This iterative process of making an attempt, observing the error (missed pins), and then adjusting your approach based on that error is very similar to how backpropagation works in neural networks. The goal is to understand what is the contribution of every action you took to the number of pins you did not take down. Was the speed too high, was the position not central enough, or maybe the spin played the most important role. It’s like writing the following equation: f(speed, swing, spin, position) = "number of pins down". The goal of backpropagation is to find the influence of all the 4 variables, adjust them iteratively and reduce the number of missed pins to 0. The math behind flows very nicely, and allows us to define precise equations to determine the gradient (influence) of every variable.
The math behind
Firstly, it's important to understand what backpropagation is trying to achieve. The goal is to optimize the weights of a neural network to minimize the error of its predictions. This error is usually calculated with a cost or loss function, which measures the difference between the network's output and the actual target values. Backpropagation uses gradient descent, an optimization algorithm, to adjust each weight based on the rate at which the error changes with respect to that weight.
Let's understand this with a simple example. Consider a neural network with a single hidden layer. The output y from this network for a given input x is a function of the weights w and biases b of the network. Let's denote the error of the network as E, which is the difference between the target output t and the actual output y. The goal of backpropagation is to find the set of weights and biases that minimize E.
Here is where the calculus comes into play. To find the minimum of E, we need to find where the derivative (or gradient) of E with respect to the weights and biases is zero. In other words, we need to solve the equation ∇E = 0, where ∇E is the gradient of E.
However, E is a complex function that involves the weights and biases of the network, the activation functions, and the inputs.

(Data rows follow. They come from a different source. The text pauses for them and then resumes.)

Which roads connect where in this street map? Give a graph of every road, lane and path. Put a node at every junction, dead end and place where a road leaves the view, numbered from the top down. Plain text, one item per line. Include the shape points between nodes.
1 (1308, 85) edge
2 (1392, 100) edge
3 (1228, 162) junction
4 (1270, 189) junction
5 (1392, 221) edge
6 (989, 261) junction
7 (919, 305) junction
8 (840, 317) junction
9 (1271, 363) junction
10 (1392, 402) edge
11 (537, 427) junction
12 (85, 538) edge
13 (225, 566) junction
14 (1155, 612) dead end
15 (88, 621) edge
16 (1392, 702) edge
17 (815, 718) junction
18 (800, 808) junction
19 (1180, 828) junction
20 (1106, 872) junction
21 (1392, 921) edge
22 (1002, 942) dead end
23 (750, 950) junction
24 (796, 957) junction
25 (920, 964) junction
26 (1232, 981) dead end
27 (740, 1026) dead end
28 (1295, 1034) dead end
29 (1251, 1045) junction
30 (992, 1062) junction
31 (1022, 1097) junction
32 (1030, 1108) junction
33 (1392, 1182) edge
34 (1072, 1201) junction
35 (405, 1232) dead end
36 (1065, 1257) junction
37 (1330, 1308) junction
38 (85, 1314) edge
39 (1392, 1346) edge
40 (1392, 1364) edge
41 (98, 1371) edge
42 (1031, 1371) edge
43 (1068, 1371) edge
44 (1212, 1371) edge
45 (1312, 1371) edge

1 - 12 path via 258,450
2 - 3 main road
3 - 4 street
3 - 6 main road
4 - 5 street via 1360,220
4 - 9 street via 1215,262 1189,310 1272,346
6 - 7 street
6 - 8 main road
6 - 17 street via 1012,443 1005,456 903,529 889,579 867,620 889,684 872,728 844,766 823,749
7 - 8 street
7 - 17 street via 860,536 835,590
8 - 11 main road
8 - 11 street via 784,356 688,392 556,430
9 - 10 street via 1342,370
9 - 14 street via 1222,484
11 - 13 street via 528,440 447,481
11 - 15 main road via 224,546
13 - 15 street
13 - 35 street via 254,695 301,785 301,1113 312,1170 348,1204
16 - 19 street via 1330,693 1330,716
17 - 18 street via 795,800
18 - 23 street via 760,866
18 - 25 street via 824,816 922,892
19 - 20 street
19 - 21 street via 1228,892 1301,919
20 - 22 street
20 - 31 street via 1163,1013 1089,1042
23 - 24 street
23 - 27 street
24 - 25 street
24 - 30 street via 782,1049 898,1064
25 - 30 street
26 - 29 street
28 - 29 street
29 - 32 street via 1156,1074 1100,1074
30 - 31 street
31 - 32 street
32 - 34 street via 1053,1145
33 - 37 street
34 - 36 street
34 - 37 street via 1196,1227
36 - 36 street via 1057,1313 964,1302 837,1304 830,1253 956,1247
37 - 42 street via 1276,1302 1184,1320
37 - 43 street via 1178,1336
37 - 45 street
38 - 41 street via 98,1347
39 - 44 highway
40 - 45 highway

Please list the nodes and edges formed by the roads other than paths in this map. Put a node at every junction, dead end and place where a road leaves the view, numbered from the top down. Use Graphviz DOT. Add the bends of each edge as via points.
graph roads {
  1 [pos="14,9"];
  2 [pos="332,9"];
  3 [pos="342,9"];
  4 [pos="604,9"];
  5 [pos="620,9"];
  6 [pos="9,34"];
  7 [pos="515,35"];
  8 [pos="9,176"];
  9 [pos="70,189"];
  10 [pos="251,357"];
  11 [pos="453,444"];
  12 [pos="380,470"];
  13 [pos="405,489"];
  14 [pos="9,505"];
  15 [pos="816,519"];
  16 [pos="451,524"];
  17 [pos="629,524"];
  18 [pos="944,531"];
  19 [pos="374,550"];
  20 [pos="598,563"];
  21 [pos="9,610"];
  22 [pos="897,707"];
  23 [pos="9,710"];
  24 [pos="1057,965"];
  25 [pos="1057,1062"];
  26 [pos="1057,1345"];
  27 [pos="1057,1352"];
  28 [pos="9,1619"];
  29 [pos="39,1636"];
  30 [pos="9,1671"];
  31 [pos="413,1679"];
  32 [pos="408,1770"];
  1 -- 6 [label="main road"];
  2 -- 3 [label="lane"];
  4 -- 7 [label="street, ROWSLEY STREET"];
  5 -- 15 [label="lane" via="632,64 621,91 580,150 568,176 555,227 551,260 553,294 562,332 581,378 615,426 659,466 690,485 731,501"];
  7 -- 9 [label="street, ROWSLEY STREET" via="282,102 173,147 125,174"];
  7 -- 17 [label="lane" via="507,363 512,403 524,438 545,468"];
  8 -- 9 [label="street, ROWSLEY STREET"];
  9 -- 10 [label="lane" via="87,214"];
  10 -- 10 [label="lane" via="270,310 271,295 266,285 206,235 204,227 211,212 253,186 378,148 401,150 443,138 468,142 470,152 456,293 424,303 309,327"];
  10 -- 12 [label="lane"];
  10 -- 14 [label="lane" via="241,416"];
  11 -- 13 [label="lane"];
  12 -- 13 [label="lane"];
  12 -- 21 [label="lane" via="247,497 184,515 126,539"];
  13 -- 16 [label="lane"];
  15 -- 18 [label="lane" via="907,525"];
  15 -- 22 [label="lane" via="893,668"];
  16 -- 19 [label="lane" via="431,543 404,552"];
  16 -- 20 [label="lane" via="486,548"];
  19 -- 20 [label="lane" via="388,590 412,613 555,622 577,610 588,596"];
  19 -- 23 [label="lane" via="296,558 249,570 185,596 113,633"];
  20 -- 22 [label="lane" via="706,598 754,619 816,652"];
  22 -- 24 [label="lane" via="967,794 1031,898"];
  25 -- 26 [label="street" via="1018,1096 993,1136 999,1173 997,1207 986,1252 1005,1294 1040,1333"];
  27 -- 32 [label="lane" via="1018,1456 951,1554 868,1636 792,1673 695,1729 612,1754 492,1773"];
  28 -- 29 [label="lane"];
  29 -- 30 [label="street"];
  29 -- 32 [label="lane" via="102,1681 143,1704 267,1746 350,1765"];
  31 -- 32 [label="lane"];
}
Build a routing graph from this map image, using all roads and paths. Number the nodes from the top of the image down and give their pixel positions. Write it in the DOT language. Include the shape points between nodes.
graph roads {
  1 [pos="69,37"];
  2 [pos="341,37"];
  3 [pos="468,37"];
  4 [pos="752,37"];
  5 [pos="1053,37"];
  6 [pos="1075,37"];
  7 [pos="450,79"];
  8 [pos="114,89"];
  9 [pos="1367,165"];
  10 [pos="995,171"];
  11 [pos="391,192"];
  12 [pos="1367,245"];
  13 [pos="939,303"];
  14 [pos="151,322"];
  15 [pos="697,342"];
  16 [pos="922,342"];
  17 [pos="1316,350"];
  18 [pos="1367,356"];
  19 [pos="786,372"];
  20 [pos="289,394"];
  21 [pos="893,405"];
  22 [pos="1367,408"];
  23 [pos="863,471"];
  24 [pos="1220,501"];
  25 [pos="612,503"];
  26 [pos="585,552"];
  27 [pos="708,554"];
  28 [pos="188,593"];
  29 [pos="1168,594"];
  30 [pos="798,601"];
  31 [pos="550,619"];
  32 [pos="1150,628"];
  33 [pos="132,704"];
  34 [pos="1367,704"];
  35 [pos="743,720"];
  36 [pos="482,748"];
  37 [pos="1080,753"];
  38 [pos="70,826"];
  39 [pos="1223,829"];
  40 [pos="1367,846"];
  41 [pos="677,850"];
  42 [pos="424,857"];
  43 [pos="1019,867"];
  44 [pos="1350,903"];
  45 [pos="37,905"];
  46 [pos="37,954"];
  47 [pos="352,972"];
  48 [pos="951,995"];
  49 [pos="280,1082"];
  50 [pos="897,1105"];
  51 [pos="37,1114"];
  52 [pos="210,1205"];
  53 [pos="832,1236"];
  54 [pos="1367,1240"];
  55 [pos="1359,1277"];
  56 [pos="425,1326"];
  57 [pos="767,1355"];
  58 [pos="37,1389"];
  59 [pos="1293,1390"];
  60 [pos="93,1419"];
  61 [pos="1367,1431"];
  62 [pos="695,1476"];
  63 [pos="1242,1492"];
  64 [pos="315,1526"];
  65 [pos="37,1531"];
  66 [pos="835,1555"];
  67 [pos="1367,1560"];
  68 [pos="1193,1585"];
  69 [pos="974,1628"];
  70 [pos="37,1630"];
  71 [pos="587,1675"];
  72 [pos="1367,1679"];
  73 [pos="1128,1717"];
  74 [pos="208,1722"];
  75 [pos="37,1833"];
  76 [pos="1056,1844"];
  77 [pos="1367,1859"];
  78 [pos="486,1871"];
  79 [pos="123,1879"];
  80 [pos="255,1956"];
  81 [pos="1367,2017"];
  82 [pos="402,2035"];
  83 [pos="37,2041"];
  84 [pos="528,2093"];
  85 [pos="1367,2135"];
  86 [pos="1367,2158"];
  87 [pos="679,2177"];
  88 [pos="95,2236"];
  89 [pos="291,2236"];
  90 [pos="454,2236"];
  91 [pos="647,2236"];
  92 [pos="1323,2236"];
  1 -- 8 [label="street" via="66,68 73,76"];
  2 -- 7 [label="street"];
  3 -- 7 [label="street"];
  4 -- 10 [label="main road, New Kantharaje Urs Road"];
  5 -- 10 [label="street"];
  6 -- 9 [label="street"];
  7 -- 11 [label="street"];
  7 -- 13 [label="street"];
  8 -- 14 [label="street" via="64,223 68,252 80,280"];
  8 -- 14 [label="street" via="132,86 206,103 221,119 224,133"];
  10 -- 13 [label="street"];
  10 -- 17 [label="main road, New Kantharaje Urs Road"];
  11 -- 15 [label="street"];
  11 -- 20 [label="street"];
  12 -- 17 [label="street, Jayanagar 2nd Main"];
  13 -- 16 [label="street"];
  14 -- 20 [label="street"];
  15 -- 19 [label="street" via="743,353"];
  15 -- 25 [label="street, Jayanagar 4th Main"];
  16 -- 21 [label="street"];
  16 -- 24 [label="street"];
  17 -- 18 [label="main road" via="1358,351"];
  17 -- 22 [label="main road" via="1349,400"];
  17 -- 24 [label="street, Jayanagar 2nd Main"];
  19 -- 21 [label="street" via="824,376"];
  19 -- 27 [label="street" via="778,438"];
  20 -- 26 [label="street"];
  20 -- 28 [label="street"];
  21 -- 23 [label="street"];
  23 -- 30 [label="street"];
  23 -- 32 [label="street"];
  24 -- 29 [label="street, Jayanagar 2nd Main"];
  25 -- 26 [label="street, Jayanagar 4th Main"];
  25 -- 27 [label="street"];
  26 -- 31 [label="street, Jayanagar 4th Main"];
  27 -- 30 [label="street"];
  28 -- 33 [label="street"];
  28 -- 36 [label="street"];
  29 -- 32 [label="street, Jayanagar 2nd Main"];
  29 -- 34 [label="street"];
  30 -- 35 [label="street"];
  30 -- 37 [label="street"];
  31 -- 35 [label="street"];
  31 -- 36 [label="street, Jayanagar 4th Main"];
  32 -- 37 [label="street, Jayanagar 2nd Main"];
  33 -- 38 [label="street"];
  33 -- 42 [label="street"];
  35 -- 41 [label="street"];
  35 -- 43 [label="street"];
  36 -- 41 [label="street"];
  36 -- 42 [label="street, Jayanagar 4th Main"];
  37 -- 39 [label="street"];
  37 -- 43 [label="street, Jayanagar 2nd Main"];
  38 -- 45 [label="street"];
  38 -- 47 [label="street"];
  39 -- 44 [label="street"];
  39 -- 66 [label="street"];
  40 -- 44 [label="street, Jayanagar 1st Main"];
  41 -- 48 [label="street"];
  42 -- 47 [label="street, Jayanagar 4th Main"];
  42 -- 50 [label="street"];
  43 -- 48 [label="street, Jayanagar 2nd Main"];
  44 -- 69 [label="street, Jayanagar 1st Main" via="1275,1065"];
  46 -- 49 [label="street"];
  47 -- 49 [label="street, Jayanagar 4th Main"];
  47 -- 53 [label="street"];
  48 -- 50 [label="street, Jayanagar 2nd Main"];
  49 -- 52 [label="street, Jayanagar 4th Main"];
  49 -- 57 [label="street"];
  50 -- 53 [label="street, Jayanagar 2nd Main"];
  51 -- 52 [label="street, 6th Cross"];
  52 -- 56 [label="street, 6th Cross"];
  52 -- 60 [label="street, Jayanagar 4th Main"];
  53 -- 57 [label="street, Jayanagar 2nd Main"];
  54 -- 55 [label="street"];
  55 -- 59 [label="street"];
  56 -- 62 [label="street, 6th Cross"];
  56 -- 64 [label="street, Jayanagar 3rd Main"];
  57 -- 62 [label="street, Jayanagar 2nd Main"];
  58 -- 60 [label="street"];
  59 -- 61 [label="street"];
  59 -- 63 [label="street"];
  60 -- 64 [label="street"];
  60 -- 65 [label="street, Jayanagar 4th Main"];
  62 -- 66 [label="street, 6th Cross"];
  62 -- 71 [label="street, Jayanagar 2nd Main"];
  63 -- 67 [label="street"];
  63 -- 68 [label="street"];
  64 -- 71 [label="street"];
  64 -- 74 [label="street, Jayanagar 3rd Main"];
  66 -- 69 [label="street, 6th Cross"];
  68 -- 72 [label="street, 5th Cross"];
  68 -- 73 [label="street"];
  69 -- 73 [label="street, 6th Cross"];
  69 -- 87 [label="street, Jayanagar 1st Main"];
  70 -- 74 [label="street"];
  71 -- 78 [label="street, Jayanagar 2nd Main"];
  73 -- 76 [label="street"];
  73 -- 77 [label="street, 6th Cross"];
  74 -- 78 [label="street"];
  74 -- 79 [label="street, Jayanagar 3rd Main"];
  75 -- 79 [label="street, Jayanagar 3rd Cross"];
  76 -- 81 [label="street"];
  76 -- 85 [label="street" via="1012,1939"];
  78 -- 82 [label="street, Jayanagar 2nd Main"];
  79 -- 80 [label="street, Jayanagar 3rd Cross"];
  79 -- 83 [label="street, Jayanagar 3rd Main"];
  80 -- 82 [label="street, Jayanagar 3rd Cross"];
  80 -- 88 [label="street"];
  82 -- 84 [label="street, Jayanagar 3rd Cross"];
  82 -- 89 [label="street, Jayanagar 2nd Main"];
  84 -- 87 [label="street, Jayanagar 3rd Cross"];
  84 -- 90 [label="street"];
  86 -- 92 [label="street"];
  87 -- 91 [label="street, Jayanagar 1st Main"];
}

So we can't solve this equation directly. Instead, we use the method of gradient descent, which iteratively adjusts the weights and biases in the direction of steepest descent of E.
Now, how do we calculate these gradients? This is where the "backpropagation" part comes in. We use the chain rule of calculus to "propagate" the error backwards through the network, from the output layer to the input layer. This allows us to express the gradient of E with respect to each weight and bias in terms of the errors at each layer of the network.
The chain rule states:
If we have a variable z depending on y, and y depending on x, then the derivative of z with respect to x is the derivative of z with respect to y times the derivative of y with respect to x.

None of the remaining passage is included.